Kremlin-backed broadcaster RT will register as 'foreign agent' in US, go to court

The Kremlin-backed channel said on Thursday the Department of Justice had given it until Monday to register its US operations as a foreign agent or see its head arrested and its accounts frozen.
Image used for representational purpose
Image used for representational purpose

MOSCOW: Russian state-controlled broadcaster Russia Today (RT) has said it will register as a foreign agent in the United States but will also go to court to challenge the demand by the US Department of Justice.

The Kremlin-backed channel said on Thursday the Department of Justice had given it until Monday to register its US operations as a foreign agent or see its head arrested and its accounts frozen.

RT head Margarita Simonyan called the US deadline "cannibalistic" and said the channel would comply with the demand but will go to court.

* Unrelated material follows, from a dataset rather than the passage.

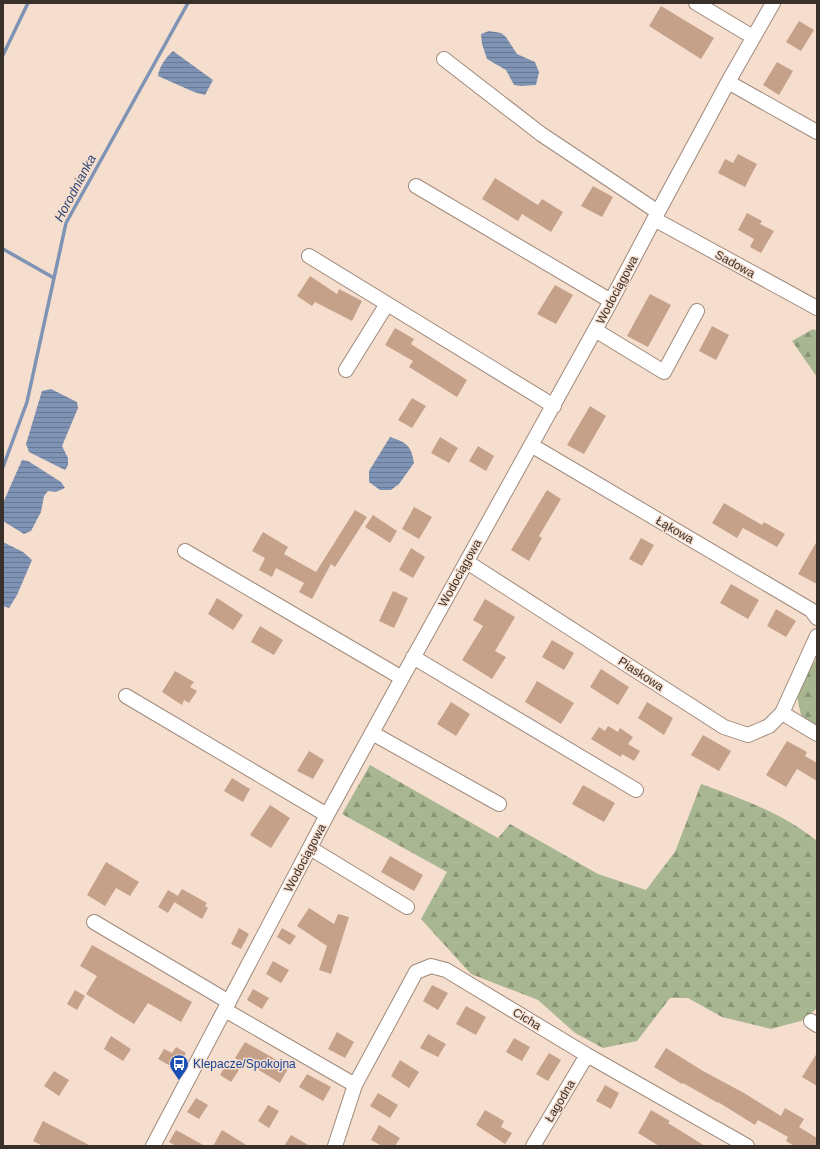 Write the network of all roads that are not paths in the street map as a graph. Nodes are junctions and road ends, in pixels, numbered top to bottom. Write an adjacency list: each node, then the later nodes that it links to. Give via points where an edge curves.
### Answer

"We believe that the demand does not only go against the law, and we will prove it in court -- the demand is discriminative, it contradicts both the democracy and freedom of speech principles," Simonyan was quoted as saying by RT.

"It deprives us of fair competition with other international channels, which are not registered as foreign agents," she added.

She said the channel would comply to keep its assets and continue broadcasting in the United States.

"The US Department of Justice wheeled out a cannibalistic Monday deadline," she tweeted Thursday. "Can you feel the smell of freedom?" she said caustically.

Washington sees RT as Moscow's propaganda arm and has asked RT to register its American operations as a "foreign agent" under the Foreign Agents Registration Act, an act aimed at lobbyists and lawyers representing foreign political interests.

The Moscow-based broadcaster has become a focus of the investigations into alleged Russian interference in the 2016 US presidential election.

RT has been singled out for its links to President Donald Trump's discredited former national security advisor Michael Flynn.

Flynn, the former US defence intelligence chief, was paid tens of thousands of dollars in December 2015 to attend an RT anniversary gala where he sat with Russian President Vladimir Putin.